# front seat covers for merc a class help



## tylerwoo (Jun 17, 2008)

can anyone suggest where to get some front seat covers for a euramobile 666i swivel seats please 
cheers andy


----------



## 113016 (Jun 5, 2008)

These might help

http://www.ebay.co.uk/sch/i.html?_t...ers&_nkw=hymer+seat+covers&_sacat=0&_from=R40


----------



## bognormike (May 10, 2005)

what make of seat is it?


----------



## Sideways86 (Feb 25, 2009)

I have just had a pair from the company mentioned in the E Bay link for my Ducato and they are a great fit and good quality


----------



## Lydnian (Jun 8, 2012)

I have a set on EBay at present 
http://www.ebay.co.uk/itm/200938981161?ssPageName=STRK:MESELX:IT&_trksid=p3984.m1555.l2649

No reserve and in practically new condition.

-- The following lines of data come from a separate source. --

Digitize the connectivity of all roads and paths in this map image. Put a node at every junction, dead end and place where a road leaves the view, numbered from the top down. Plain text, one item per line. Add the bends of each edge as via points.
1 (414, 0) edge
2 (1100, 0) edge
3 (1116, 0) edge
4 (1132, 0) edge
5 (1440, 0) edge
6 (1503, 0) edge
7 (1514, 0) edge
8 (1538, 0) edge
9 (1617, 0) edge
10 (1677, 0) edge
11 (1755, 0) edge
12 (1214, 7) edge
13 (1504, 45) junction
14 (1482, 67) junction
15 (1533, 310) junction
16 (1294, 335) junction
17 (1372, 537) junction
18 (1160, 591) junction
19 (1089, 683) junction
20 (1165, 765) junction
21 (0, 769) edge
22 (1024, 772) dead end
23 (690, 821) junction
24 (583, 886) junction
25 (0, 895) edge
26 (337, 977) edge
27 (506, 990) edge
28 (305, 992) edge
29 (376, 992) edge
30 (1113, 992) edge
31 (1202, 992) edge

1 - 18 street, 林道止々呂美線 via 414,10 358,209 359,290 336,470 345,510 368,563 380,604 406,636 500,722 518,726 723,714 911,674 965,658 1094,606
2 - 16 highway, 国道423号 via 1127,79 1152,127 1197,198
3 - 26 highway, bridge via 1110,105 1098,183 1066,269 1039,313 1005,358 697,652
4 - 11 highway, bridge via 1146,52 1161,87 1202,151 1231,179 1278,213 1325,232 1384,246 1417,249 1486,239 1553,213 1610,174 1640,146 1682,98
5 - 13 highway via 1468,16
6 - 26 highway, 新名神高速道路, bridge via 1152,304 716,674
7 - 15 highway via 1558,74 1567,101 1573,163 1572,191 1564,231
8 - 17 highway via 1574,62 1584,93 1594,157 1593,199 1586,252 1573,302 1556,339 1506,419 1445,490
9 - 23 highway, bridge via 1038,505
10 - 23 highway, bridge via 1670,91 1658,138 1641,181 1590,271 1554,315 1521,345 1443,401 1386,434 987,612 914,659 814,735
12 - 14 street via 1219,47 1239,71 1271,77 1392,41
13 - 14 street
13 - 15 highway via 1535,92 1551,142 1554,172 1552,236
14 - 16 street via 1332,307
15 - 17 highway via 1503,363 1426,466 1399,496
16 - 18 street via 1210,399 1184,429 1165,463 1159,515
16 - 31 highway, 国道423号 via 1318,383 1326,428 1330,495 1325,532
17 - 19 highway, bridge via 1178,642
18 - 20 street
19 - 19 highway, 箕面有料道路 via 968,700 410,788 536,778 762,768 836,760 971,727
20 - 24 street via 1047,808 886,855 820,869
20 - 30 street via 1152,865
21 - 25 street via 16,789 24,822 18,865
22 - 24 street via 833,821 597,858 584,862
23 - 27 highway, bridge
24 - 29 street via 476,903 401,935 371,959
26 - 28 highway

Would be happy to see them go to a good home


----------



## rebbyvid (Apr 10, 2006)

Grath said:


> These might help
> 
> http://www.ebay.co.uk/sch/i.html?_t...ers&_nkw=hymer+seat+covers&_sacat=0&_from=R40


I have used these for cab and interior seat covers
couple of pics here:-
http://www.rebbyvid.co.uk/


----------